Essa visão de mundo, evidentemente, supunha uma lógica binária, uma confrontação aberta ou subterrânea entre “campos” contrapostos. Álvaro Cunhal, o inquebrantável dirigente comunista da resistência, fazia-se o principal intérprete dessa extremada “hipótese de Abril”. Uma hipótese ameaçadora, dado que, entre outros limites, a cultura comunista ainda se via às voltas com conceitos enrijecidos, como a ditadura do proletariado. Já nos entregando à especulação contrafactual e ao humor dos anarquistas, vitoriosa tal possibilidade, muito provável que a Pide, a temível polícia fascista, tornasse a ser aberta em seguida, só que sob nova gerência...
Mário Soares era o homem da social-democracia numa de suas florações magníficas. A dar-lhe sustentação estavam dirigentes como Willy Brandt, François Mitterrand, Olof Palme e Bruno Kreisky, para não falar da compreensão e do apoio discreto do eurocomunismo de Enrico Berlinguer. Era a garantia da construção, num horizonte temporal largo e realista, do compromisso social-democrata entre mercado e direitos, capitalismo e democracia.
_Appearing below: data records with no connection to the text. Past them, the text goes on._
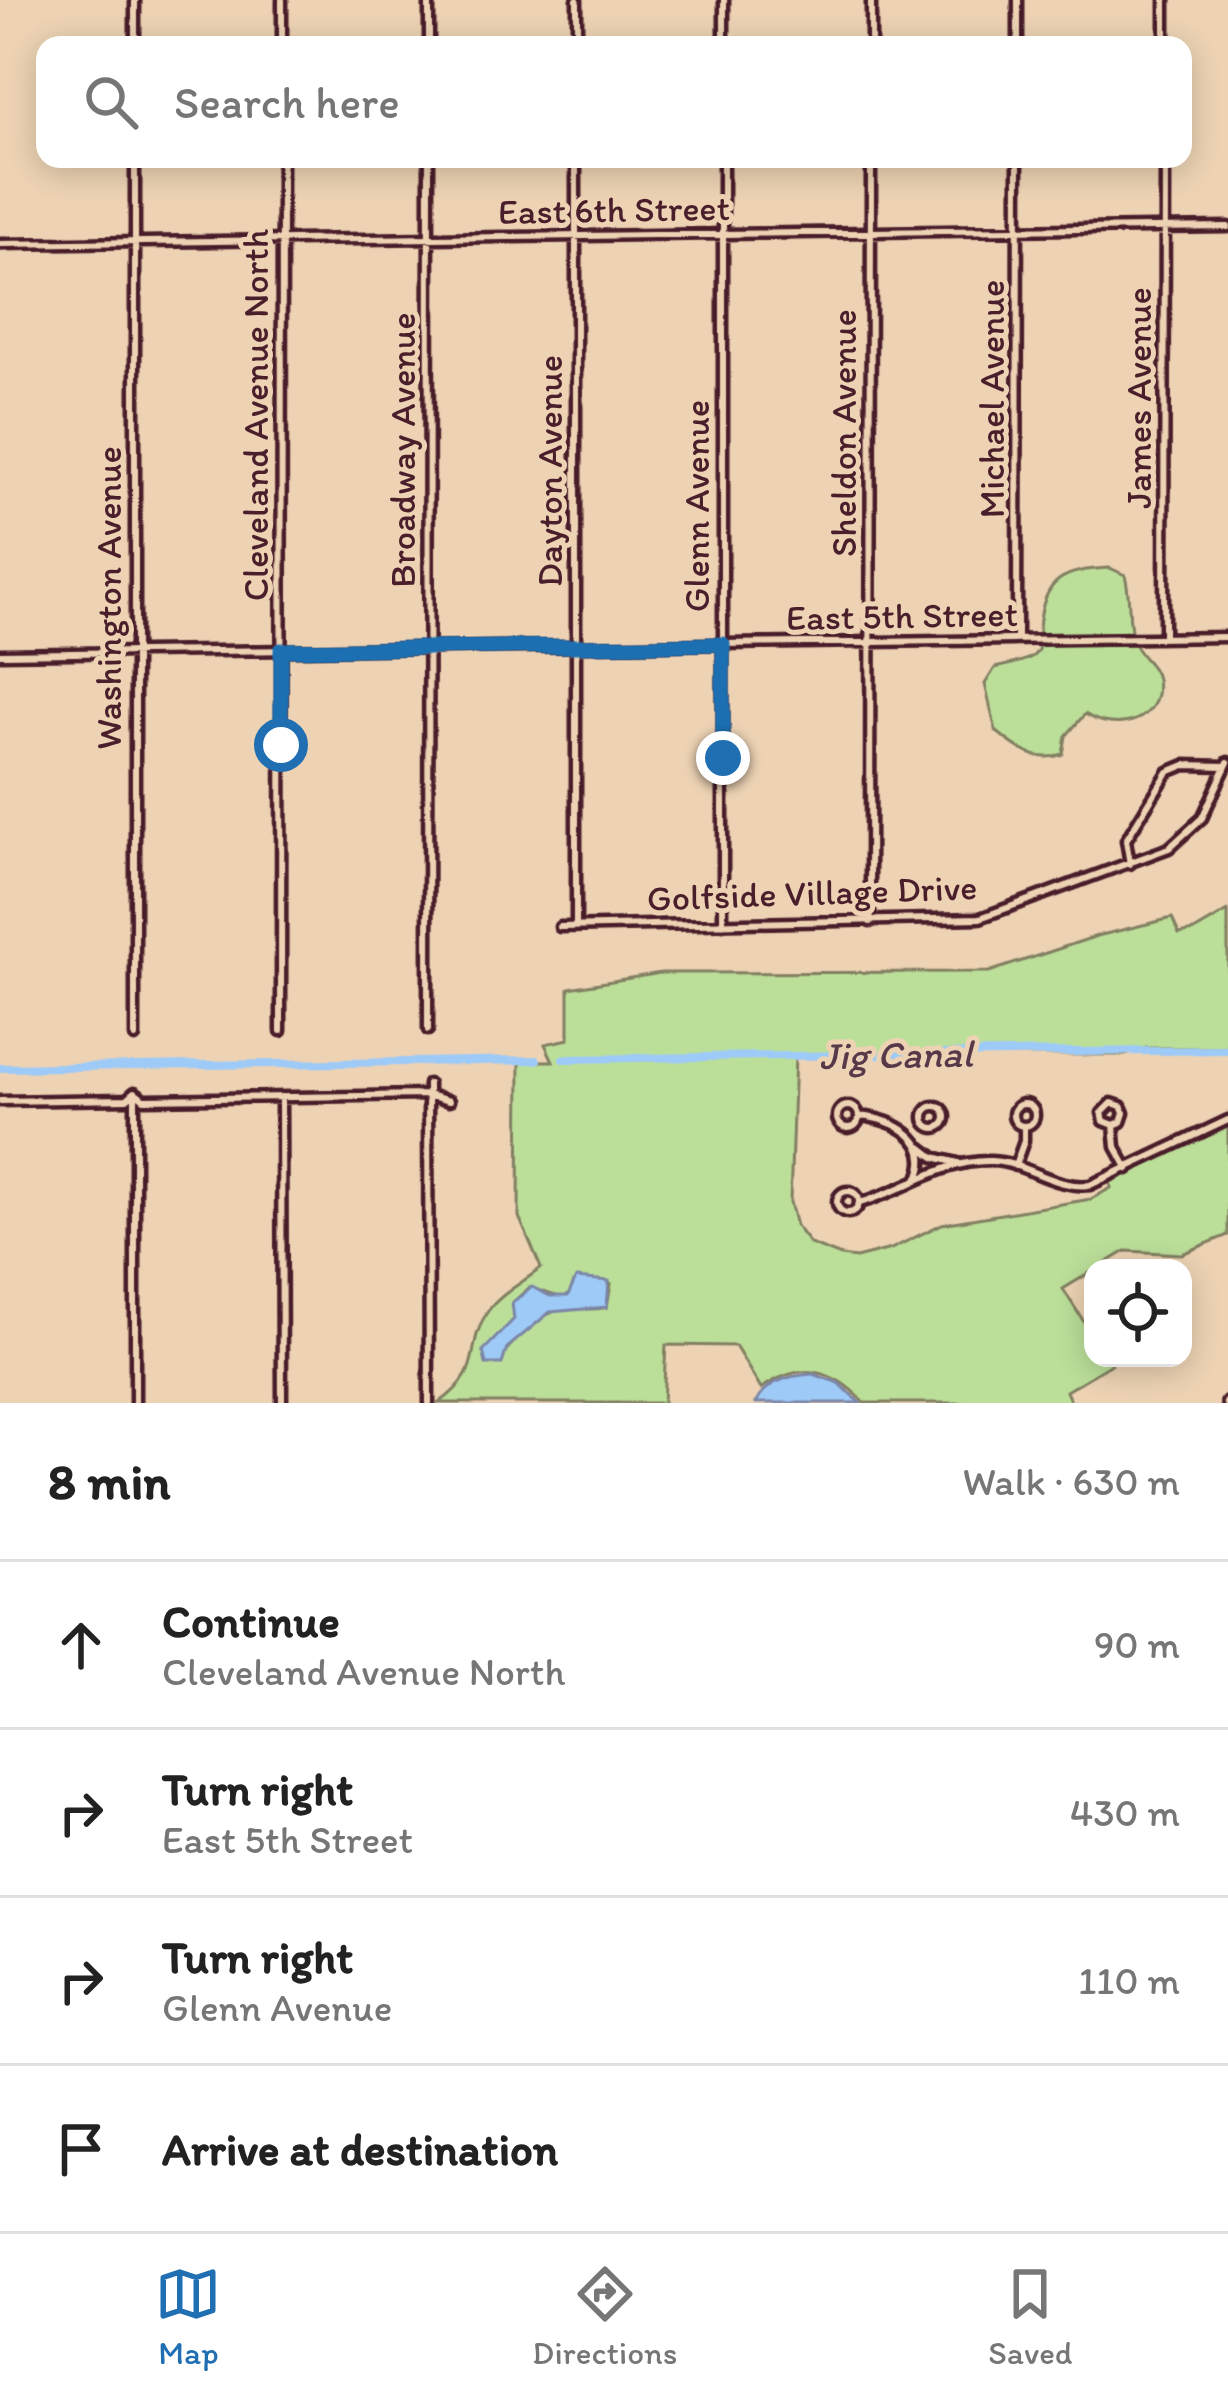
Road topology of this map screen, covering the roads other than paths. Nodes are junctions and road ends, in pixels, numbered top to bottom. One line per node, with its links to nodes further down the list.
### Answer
1 (135, 0): 9 (street)
2 (282, 0): 10 (street)
3 (429, 0): 11 (street)
4 (577, 0): 12 (street)
5 (724, 0): 13 (street)
6 (871, 0): 14 (street)
7 (1018, 0): 15 (street)
8 (1165, 0): 16 (street)
9 (135, 36)
10 (282, 36)
11 (429, 36)
12 (577, 36)
13 (724, 36)
14 (871, 36)
15 (1018, 36)
16 (1165, 36)
17 (135, 168): 33 (street, Washington Avenue)
18 (282, 168): 32 (street, Cleveland Avenue North)
19 (429, 168): 31 (street, Broadway Avenue)
20 (577, 168): 30 (street, Dayton Avenue)
21 (723, 168): 29 (street, Glenn Avenue)
22 (871, 168): 28 (street, Sheldon Avenue)
23 (1018, 168): 27 (street, Michael Avenue)
24 (1165, 168): 26 (street, James Avenue)
25 (1228, 227): 26 (street, East 6th Street)
26 (1165, 228): 27 (street, East 6th Street); 36 (street, James Avenue)
27 (1018, 230): 28 (street, East 6th Street); 37 (street, Michael Avenue)
28 (870, 232): 29 (street, East 6th Street); 38 (street, Sheldon Avenue)
29 (724, 234): 30 (street, East 6th Street); 39 (street, Glenn Avenue)
30 (576, 236): 31 (street, East 6th Street); 40 (street, Dayton Avenue)
31 (429, 238): 32 (street, East 6th Street); 41 (street, Broadway Avenue)
32 (282, 241): 33 (street, East 6th Street); 42 (street, Cleveland Avenue North)
33 (134, 242): 34 (street, East 6th Street); 43 (street, Washington Avenue)
34 (0, 244)
35 (1228, 637): 36 (street, East 5th Street)
36 (1164, 638): 37 (street, East 5th Street)
37 (1017, 640): 38 (street, East 5th Street)
38 (870, 642): 39 (street, East 5th Street); 47 (street, Sheldon Avenue)
39 (723, 644): 40 (street, East 5th Street); 48 (street, Glenn Avenue)
40 (576, 646): 41 (street, East 5th Street); 50 (street, Dayton Avenue)
41 (429, 648): 42 (street, East 5th Street); 51 (street, Broadway Avenue)
42 (281, 650): 43 (street, East 5th Street); 52 (street, Cleveland Avenue North)
43 (135, 652): 44 (street, East 5th Street); 53 (street, Washington Avenue)
44 (0, 654)
45 (1227, 764): 46 (street, Golfside Village Drive); 46 (street)
46 (1130, 865): 47 (street, Golfside Village Drive)
47 (870, 922): 48 (street, Golfside Village Drive)
48 (722, 924): 50 (street, Golfside Village Drive)
49 (560, 926): 50 (street, Golfside Village Drive)
50 (576, 926)
51 (428, 1030)
52 (281, 1031)
53 (135, 1037)
54 (428, 1084): 56 (street)
55 (135, 1092): 57 (street); 58 (street); 71 (street)
56 (428, 1095): 57 (street); 59 (street); 73 (street)
57 (281, 1097): 72 (street)
58 (0, 1101)
59 (449, 1101)
60 (859, 1116): 65 (street)
61 (1228, 1120): 68 (street)
62 (1114, 1125): 68 (street)
63 (928, 1126): 65 (street)
64 (1024, 1126): 67 (street)
65 (918, 1144): 66 (street); 69 (street)
66 (961, 1163): 67 (street); 69 (street)
67 (1016, 1166): 68 (street)
68 (1127, 1169)
69 (911, 1184): 70 (street)
70 (859, 1203)
71 (135, 1403)
72 (282, 1403)
73 (429, 1403)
Nada de “comunismo agora”, especialmente na forma soviética, já intrinsecamente corroída, como setores da própria esquerda crescentemente percebiam pelo menos desde a denúncia dos crimes de Stalin, a invasão da Hungria em 1956 e da Checoslováquia em 1968.
Os embates duríssimos com os comunistas e com a centro-direita marcaram a fisionomia política e intelectual de Mário Soares. Adversário desde sempre do fascismo e alheio ao integrismo comunista, Soares, numa frase de rara felicidade que voltou a circular por estes dias, afirmava-se um político socialista, evidentemente de esquerda, mas, antes disso, fundamentalmente um democrata. Nessa adesão irreprimível à democracia constitucional está a chave da grande arte política de Soares. Ou, para evocar termos de início do século breve, a chave da curiosa vitória, em Portugal, dos “mencheviques” sobre os “bolcheviques”, do marxismo antileninista sobre a ditadura “operária” do partido único.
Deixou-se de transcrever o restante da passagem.